People continued to be involved in decisions about their care and were involved in the development of their care plans. They were supported to make choices and staff respected their routines and preference.
The provider had taken action to improve care plans and had included further information which was person centred and contained details about people’s preferences, likes, interests and personal histories.
People received care and support that was personal to their needs and was responsive to their changing needs.
People knew how to raise a complaint. Everyone spoken with felt able to contact the management team with any concerns or issues and felt that appropriate action would be taken.
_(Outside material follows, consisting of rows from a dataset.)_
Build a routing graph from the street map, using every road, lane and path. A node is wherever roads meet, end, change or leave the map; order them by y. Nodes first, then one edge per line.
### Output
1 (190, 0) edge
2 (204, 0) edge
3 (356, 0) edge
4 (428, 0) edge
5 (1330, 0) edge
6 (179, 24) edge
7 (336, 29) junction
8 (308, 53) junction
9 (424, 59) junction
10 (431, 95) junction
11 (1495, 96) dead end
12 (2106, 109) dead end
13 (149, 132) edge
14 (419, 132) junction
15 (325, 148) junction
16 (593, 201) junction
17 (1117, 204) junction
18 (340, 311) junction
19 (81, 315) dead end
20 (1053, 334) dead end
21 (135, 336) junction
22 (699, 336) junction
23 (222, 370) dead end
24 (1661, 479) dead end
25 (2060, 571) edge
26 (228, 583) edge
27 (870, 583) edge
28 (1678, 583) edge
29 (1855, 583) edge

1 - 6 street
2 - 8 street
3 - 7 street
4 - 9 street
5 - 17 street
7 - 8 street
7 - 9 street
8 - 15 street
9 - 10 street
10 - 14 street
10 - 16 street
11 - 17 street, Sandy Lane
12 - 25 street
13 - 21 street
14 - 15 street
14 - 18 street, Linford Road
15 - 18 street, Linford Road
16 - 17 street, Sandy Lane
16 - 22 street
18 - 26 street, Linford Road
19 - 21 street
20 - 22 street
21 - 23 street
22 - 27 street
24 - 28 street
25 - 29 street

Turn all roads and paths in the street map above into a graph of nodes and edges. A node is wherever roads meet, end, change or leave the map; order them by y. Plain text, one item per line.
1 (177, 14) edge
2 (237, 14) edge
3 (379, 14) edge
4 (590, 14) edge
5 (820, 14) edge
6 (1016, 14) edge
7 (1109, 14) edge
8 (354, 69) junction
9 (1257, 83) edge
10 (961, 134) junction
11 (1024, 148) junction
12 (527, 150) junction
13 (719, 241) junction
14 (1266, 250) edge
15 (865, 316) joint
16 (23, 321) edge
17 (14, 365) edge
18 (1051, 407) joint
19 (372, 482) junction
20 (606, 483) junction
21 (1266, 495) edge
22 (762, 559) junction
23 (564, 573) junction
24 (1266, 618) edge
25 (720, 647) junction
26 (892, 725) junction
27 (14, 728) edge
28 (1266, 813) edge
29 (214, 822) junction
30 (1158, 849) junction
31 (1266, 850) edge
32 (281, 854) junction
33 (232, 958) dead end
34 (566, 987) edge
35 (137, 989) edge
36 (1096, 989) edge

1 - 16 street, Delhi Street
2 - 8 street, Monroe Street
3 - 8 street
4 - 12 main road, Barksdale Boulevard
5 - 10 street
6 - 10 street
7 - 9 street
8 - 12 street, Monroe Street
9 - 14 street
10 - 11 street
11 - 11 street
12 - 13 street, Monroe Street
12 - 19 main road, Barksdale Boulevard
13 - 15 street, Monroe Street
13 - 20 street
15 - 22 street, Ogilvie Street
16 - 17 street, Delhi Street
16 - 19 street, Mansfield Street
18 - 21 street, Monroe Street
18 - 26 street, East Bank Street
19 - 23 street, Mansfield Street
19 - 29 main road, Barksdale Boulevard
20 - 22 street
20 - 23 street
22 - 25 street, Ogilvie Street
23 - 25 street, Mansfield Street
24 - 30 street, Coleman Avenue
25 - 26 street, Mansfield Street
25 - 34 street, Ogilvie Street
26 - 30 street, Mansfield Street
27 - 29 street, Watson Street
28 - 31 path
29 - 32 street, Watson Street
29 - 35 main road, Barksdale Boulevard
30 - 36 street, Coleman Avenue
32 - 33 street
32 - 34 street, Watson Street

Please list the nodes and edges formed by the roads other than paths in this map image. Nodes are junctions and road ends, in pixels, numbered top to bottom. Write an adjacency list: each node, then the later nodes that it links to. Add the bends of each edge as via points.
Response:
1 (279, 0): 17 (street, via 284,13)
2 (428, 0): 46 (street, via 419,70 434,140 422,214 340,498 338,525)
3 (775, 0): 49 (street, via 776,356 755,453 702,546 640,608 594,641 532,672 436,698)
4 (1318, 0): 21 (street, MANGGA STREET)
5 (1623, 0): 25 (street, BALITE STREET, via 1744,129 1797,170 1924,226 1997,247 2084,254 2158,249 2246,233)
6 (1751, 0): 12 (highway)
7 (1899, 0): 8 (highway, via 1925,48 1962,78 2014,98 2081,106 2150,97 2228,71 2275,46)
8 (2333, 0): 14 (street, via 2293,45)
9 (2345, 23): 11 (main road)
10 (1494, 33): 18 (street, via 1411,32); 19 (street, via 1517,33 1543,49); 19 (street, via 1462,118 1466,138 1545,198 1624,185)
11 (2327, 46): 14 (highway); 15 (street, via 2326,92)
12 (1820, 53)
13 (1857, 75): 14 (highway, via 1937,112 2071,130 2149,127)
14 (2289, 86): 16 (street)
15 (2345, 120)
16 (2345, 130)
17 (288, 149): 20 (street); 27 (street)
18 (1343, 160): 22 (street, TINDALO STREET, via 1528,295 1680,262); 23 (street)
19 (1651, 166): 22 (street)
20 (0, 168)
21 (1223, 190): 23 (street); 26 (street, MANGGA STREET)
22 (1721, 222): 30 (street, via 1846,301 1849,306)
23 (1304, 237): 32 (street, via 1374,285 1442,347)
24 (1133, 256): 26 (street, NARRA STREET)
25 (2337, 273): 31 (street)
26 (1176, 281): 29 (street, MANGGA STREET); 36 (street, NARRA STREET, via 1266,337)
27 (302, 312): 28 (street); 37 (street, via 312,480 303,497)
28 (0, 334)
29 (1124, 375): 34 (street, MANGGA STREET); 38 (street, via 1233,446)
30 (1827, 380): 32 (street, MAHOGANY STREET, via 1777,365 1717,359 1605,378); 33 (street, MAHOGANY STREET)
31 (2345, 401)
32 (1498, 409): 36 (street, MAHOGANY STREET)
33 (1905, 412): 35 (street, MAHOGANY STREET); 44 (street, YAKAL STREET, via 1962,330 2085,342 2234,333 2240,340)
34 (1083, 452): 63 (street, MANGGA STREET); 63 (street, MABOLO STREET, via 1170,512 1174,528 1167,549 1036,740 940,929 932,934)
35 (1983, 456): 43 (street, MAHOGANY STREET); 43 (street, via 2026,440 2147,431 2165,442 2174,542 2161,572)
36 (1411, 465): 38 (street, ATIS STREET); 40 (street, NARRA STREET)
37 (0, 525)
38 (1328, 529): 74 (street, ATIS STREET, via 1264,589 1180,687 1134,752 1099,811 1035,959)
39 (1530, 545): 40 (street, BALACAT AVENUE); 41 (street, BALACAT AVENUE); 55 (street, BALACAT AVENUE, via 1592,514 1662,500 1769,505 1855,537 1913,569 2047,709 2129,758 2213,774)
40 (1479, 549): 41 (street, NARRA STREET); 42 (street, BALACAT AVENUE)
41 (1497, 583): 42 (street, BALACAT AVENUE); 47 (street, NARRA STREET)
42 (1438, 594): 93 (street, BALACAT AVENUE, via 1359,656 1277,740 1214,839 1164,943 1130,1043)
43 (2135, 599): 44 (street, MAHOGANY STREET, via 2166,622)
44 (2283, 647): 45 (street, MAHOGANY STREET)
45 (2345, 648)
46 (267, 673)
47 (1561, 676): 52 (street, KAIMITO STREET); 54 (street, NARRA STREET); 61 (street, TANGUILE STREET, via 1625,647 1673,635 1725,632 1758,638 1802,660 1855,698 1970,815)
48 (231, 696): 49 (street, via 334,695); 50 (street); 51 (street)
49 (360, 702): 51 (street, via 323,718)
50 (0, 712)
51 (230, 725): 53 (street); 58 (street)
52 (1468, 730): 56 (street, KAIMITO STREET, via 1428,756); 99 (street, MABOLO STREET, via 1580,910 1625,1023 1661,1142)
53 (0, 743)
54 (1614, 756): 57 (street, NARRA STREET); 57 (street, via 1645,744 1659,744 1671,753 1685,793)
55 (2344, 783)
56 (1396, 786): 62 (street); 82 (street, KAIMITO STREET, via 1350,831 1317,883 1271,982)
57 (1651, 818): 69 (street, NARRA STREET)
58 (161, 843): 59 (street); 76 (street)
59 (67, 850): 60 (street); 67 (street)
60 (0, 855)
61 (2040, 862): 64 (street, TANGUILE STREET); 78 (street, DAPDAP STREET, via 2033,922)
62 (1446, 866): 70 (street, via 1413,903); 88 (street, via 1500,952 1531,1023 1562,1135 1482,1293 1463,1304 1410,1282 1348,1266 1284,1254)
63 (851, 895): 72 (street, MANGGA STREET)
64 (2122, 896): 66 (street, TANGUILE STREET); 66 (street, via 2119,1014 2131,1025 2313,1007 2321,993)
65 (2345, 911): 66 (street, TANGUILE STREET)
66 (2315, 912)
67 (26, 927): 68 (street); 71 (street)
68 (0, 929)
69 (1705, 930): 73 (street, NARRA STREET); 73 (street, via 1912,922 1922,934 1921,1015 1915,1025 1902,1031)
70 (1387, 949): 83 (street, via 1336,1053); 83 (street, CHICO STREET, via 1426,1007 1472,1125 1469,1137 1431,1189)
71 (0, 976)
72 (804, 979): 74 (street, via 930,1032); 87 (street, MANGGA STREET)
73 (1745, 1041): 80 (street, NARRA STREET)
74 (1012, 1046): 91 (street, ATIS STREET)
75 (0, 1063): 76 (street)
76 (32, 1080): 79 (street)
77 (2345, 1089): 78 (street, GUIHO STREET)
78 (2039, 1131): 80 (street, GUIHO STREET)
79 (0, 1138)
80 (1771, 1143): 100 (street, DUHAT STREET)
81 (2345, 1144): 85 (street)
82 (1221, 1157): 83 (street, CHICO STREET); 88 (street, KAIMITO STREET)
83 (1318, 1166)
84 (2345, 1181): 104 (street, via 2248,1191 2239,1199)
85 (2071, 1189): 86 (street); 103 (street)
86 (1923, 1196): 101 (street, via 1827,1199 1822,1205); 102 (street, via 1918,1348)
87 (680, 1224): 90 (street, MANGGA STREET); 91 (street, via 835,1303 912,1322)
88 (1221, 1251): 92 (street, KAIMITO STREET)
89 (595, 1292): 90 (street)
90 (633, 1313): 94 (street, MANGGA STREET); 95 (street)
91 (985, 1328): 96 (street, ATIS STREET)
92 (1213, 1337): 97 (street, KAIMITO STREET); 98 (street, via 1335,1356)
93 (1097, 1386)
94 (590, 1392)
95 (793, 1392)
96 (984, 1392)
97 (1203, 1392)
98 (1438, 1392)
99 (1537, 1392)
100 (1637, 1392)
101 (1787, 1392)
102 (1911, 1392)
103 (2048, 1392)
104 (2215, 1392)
There was a complaints log in place, however, we recommend that the provider consider keeping a record of smaller issues that are raised, which may not be considered formal complaints, but require some action to be taken to improve service user satisfaction. This would further enhance the quality monitoring practices and support the provider to drive improvements.
People, their relatives and staff were positive about the way the service was managed. The service monitored and assessed the quality of the service they were providing to people. Improvements had been made since the last inspection. Care plans and risk assessments had been re-written to include information which was focused on a person-centred approach.
People's views were sought to help develop the service and action plans were in place for ongoing improvements.